**PROBLEM REQUIREMENTS:**
Copy every line of the records below where the word "junction" occurs.

Dataset entries:
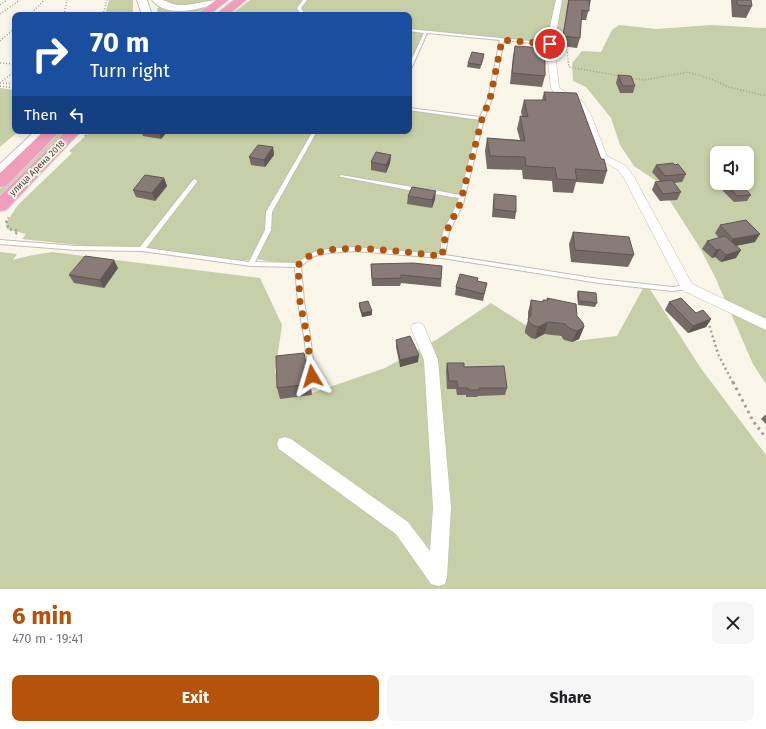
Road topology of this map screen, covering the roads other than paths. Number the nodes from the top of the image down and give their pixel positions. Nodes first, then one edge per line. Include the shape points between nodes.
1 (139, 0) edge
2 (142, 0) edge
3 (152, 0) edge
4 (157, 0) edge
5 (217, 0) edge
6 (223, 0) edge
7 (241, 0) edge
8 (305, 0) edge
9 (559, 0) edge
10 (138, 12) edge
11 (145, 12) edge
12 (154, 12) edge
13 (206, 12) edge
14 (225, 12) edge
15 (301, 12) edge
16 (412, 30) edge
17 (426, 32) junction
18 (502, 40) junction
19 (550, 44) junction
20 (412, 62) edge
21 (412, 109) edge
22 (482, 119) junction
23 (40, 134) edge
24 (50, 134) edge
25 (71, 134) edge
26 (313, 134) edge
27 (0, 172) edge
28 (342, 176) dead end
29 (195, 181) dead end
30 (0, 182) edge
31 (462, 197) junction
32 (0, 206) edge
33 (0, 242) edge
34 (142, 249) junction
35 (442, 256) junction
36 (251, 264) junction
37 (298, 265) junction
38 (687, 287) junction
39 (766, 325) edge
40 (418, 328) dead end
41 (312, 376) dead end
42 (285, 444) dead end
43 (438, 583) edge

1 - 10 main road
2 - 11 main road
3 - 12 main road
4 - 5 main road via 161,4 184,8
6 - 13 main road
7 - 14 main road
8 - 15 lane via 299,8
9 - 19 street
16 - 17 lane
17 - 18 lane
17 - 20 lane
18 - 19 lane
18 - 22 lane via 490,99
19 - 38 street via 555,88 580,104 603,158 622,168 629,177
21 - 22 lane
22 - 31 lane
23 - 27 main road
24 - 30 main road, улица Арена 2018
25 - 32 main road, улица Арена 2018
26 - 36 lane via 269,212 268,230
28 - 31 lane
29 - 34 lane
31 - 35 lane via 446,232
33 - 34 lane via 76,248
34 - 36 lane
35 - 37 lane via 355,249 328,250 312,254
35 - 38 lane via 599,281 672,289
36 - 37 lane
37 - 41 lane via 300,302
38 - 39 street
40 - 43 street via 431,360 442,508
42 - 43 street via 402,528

**RESULT OF THIS TASK:**
17 (426, 32) junction
18 (502, 40) junction
19 (550, 44) junction
22 (482, 119) junction
31 (462, 197) junction
34 (142, 249) junction
35 (442, 256) junction
36 (251, 264) junction
37 (298, 265) junction
38 (687, 287) junction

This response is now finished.